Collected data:

========================

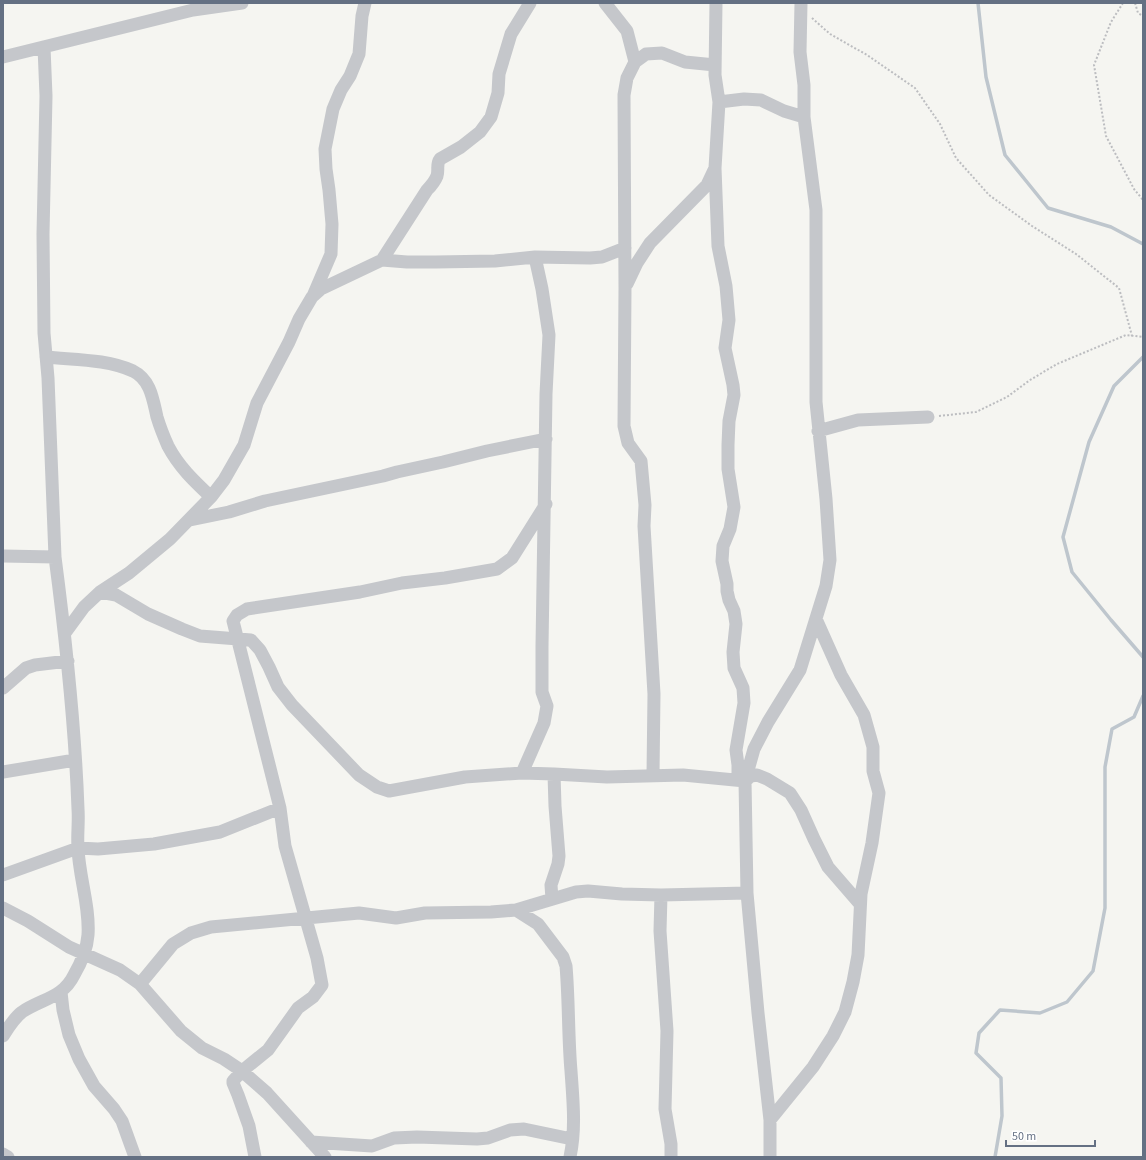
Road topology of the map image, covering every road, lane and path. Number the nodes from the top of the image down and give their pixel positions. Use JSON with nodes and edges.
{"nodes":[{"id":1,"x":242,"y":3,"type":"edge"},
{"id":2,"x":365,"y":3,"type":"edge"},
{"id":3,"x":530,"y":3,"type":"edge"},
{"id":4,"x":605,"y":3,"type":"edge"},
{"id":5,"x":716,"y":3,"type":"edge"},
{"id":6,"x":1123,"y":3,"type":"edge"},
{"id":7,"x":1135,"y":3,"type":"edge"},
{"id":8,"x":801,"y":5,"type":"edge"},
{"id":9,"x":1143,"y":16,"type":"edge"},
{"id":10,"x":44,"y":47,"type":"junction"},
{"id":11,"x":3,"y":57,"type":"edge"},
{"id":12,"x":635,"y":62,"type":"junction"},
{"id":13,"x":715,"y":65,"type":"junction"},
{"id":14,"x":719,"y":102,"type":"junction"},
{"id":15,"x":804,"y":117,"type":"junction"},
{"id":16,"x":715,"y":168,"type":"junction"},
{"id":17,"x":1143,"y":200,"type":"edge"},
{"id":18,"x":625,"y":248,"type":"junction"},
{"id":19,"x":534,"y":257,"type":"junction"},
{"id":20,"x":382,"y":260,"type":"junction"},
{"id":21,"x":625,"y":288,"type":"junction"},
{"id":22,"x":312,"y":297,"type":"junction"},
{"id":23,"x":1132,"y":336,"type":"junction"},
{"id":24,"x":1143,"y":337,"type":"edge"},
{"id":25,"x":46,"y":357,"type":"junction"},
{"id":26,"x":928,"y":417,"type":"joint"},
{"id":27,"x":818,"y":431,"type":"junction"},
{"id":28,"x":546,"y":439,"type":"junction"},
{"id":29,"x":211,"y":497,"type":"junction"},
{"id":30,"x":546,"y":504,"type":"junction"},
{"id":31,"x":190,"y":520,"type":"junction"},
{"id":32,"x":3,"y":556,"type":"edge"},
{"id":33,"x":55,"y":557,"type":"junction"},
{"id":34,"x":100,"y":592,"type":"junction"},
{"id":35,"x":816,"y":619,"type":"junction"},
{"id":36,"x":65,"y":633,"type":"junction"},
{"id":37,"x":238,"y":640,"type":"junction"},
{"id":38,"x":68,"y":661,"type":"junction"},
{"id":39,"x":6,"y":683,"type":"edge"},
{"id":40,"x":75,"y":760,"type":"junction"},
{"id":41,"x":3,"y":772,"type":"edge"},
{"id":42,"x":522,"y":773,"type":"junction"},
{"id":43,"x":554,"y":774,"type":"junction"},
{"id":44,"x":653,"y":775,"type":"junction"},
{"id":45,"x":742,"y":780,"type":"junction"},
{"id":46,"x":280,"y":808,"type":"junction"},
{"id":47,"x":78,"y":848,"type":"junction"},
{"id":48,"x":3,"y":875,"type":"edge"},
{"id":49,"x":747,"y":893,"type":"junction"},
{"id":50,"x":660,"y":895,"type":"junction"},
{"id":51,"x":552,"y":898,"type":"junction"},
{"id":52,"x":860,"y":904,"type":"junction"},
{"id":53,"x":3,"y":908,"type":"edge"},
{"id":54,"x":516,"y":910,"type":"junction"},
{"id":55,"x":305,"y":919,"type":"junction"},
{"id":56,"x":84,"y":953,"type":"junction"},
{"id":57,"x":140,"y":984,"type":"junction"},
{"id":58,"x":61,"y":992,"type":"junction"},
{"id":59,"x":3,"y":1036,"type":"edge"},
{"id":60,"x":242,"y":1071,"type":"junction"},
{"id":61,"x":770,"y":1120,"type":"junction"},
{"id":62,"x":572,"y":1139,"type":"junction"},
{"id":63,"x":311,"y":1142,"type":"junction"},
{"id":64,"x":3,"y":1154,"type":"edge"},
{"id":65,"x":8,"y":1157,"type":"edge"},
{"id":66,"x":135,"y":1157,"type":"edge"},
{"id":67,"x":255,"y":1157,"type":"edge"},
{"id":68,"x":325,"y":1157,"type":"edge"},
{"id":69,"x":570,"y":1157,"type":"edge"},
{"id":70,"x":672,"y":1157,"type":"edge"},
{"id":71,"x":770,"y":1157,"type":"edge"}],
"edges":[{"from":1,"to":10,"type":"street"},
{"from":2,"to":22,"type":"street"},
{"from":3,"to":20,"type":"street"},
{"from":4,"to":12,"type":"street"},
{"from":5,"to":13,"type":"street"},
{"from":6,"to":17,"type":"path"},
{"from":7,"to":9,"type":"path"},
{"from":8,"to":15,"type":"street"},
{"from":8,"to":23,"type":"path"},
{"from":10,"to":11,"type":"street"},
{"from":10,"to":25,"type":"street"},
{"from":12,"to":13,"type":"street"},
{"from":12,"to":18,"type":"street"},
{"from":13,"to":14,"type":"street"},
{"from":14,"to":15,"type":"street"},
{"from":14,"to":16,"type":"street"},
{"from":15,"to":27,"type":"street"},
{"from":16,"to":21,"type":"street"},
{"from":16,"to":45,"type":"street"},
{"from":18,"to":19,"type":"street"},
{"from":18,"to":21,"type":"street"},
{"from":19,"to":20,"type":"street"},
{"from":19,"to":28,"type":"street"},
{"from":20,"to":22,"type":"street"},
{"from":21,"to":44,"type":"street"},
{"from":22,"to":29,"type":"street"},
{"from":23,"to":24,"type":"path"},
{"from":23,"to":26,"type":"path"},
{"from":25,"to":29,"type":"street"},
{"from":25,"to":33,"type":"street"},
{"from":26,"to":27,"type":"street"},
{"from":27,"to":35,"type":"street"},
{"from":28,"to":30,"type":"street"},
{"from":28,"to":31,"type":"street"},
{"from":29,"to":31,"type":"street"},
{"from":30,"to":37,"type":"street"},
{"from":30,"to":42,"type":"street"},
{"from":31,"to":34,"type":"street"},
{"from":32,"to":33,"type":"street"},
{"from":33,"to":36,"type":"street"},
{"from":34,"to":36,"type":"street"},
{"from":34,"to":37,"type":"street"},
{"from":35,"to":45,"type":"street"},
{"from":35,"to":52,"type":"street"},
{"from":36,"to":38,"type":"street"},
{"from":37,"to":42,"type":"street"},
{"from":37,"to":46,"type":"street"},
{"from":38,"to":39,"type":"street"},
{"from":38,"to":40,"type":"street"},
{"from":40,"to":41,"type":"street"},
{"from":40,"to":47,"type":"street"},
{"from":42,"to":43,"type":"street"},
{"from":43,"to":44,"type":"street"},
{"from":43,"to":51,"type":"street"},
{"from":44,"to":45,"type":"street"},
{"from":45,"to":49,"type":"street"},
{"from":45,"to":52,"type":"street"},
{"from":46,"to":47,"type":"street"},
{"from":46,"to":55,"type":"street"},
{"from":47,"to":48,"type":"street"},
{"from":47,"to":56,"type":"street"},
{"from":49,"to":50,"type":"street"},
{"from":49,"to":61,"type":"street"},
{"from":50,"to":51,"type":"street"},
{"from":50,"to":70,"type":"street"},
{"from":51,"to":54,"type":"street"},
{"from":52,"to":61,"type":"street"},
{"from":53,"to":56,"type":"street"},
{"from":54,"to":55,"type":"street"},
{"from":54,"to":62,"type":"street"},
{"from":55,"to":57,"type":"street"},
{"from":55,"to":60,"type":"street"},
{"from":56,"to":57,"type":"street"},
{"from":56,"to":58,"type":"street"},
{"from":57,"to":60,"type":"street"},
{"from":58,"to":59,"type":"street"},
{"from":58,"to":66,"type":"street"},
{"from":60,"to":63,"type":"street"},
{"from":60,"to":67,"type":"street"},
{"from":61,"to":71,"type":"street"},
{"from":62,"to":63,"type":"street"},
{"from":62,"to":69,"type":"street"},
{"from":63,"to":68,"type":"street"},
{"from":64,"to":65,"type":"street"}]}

========================

[Requirement] I'd like the records above given again exactly, please, without the pictures.

[Written answer]
Road topology of the map image, covering every road, lane and path. Number the nodes from the top of the image down and give their pixel positions. Use JSON with nodes and edges.
{"nodes":[{"id":1,"x":242,"y":3,"type":"edge"},
{"id":2,"x":365,"y":3,"type":"edge"},
{"id":3,"x":530,"y":3,"type":"edge"},
{"id":4,"x":605,"y":3,"type":"edge"},
{"id":5,"x":716,"y":3,"type":"edge"},
{"id":6,"x":1123,"y":3,"type":"edge"},
{"id":7,"x":1135,"y":3,"type":"edge"},
{"id":8,"x":801,"y":5,"type":"edge"},
{"id":9,"x":1143,"y":16,"type":"edge"},
{"id":10,"x":44,"y":47,"type":"junction"},
{"id":11,"x":3,"y":57,"type":"edge"},
{"id":12,"x":635,"y":62,"type":"junction"},
{"id":13,"x":715,"y":65,"type":"junction"},
{"id":14,"x":719,"y":102,"type":"junction"},
{"id":15,"x":804,"y":117,"type":"junction"},
{"id":16,"x":715,"y":168,"type":"junction"},
{"id":17,"x":1143,"y":200,"type":"edge"},
{"id":18,"x":625,"y":248,"type":"junction"},
{"id":19,"x":534,"y":257,"type":"junction"},
{"id":20,"x":382,"y":260,"type":"junction"},
{"id":21,"x":625,"y":288,"type":"junction"},
{"id":22,"x":312,"y":297,"type":"junction"},
{"id":23,"x":1132,"y":336,"type":"junction"},
{"id":24,"x":1143,"y":337,"type":"edge"},
{"id":25,"x":46,"y":357,"type":"junction"},
{"id":26,"x":928,"y":417,"type":"joint"},
{"id":27,"x":818,"y":431,"type":"junction"},
{"id":28,"x":546,"y":439,"type":"junction"},
{"id":29,"x":211,"y":497,"type":"junction"},
{"id":30,"x":546,"y":504,"type":"junction"},
{"id":31,"x":190,"y":520,"type":"junction"},
{"id":32,"x":3,"y":556,"type":"edge"},
{"id":33,"x":55,"y":557,"type":"junction"},
{"id":34,"x":100,"y":592,"type":"junction"},
{"id":35,"x":816,"y":619,"type":"junction"},
{"id":36,"x":65,"y":633,"type":"junction"},
{"id":37,"x":238,"y":640,"type":"junction"},
{"id":38,"x":68,"y":661,"type":"junction"},
{"id":39,"x":6,"y":683,"type":"edge"},
{"id":40,"x":75,"y":760,"type":"junction"},
{"id":41,"x":3,"y":772,"type":"edge"},
{"id":42,"x":522,"y":773,"type":"junction"},
{"id":43,"x":554,"y":774,"type":"junction"},
{"id":44,"x":653,"y":775,"type":"junction"},
{"id":45,"x":742,"y":780,"type":"junction"},
{"id":46,"x":280,"y":808,"type":"junction"},
{"id":47,"x":78,"y":848,"type":"junction"},
{"id":48,"x":3,"y":875,"type":"edge"},
{"id":49,"x":747,"y":893,"type":"junction"},
{"id":50,"x":660,"y":895,"type":"junction"},
{"id":51,"x":552,"y":898,"type":"junction"},
{"id":52,"x":860,"y":904,"type":"junction"},
{"id":53,"x":3,"y":908,"type":"edge"},
{"id":54,"x":516,"y":910,"type":"junction"},
{"id":55,"x":305,"y":919,"type":"junction"},
{"id":56,"x":84,"y":953,"type":"junction"},
{"id":57,"x":140,"y":984,"type":"junction"},
{"id":58,"x":61,"y":992,"type":"junction"},
{"id":59,"x":3,"y":1036,"type":"edge"},
{"id":60,"x":242,"y":1071,"type":"junction"},
{"id":61,"x":770,"y":1120,"type":"junction"},
{"id":62,"x":572,"y":1139,"type":"junction"},
{"id":63,"x":311,"y":1142,"type":"junction"},
{"id":64,"x":3,"y":1154,"type":"edge"},
{"id":65,"x":8,"y":1157,"type":"edge"},
{"id":66,"x":135,"y":1157,"type":"edge"},
{"id":67,"x":255,"y":1157,"type":"edge"},
{"id":68,"x":325,"y":1157,"type":"edge"},
{"id":69,"x":570,"y":1157,"type":"edge"},
{"id":70,"x":672,"y":1157,"type":"edge"},
{"id":71,"x":770,"y":1157,"type":"edge"}],
"edges":[{"from":1,"to":10,"type":"street"},
{"from":2,"to":22,"type":"street"},
{"from":3,"to":20,"type":"street"},
{"from":4,"to":12,"type":"street"},
{"from":5,"to":13,"type":"street"},
{"from":6,"to":17,"type":"path"},
{"from":7,"to":9,"type":"path"},
{"from":8,"to":15,"type":"street"},
{"from":8,"to":23,"type":"path"},
{"from":10,"to":11,"type":"street"},
{"from":10,"to":25,"type":"street"},
{"from":12,"to":13,"type":"street"},
{"from":12,"to":18,"type":"street"},
{"from":13,"to":14,"type":"street"},
{"from":14,"to":15,"type":"street"},
{"from":14,"to":16,"type":"street"},
{"from":15,"to":27,"type":"street"},
{"from":16,"to":21,"type":"street"},
{"from":16,"to":45,"type":"street"},
{"from":18,"to":19,"type":"street"},
{"from":18,"to":21,"type":"street"},
{"from":19,"to":20,"type":"street"},
{"from":19,"to":28,"type":"street"},
{"from":20,"to":22,"type":"street"},
{"from":21,"to":44,"type":"street"},
{"from":22,"to":29,"type":"street"},
{"from":23,"to":24,"type":"path"},
{"from":23,"to":26,"type":"path"},
{"from":25,"to":29,"type":"street"},
{"from":25,"to":33,"type":"street"},
{"from":26,"to":27,"type":"street"},
{"from":27,"to":35,"type":"street"},
{"from":28,"to":30,"type":"street"},
{"from":28,"to":31,"type":"street"},
{"from":29,"to":31,"type":"street"},
{"from":30,"to":37,"type":"street"},
{"from":30,"to":42,"type":"street"},
{"from":31,"to":34,"type":"street"},
{"from":32,"to":33,"type":"street"},
{"from":33,"to":36,"type":"street"},
{"from":34,"to":36,"type":"street"},
{"from":34,"to":37,"type":"street"},
{"from":35,"to":45,"type":"street"},
{"from":35,"to":52,"type":"street"},
{"from":36,"to":38,"type":"street"},
{"from":37,"to":42,"type":"street"},
{"from":37,"to":46,"type":"street"},
{"from":38,"to":39,"type":"street"},
{"from":38,"to":40,"type":"street"},
{"from":40,"to":41,"type":"street"},
{"from":40,"to":47,"type":"street"},
{"from":42,"to":43,"type":"street"},
{"from":43,"to":44,"type":"street"},
{"from":43,"to":51,"type":"street"},
{"from":44,"to":45,"type":"street"},
{"from":45,"to":49,"type":"street"},
{"from":45,"to":52,"type":"street"},
{"from":46,"to":47,"type":"street"},
{"from":46,"to":55,"type":"street"},
{"from":47,"to":48,"type":"street"},
{"from":47,"to":56,"type":"street"},
{"from":49,"to":50,"type":"street"},
{"from":49,"to":61,"type":"street"},
{"from":50,"to":51,"type":"street"},
{"from":50,"to":70,"type":"street"},
{"from":51,"to":54,"type":"street"},
{"from":52,"to":61,"type":"street"},
{"from":53,"to":56,"type":"street"},
{"from":54,"to":55,"type":"street"},
{"from":54,"to":62,"type":"street"},
{"from":55,"to":57,"type":"street"},
{"from":55,"to":60,"type":"street"},
{"from":56,"to":57,"type":"street"},
{"from":56,"to":58,"type":"street"},
{"from":57,"to":60,"type":"street"},
{"from":58,"to":59,"type":"street"},
{"from":58,"to":66,"type":"street"},
{"from":60,"to":63,"type":"street"},
{"from":60,"to":67,"type":"street"},
{"from":61,"to":71,"type":"street"},
{"from":62,"to":63,"type":"street"},
{"from":62,"to":69,"type":"street"},
{"from":63,"to":68,"type":"street"},
{"from":64,"to":65,"type":"street"}]}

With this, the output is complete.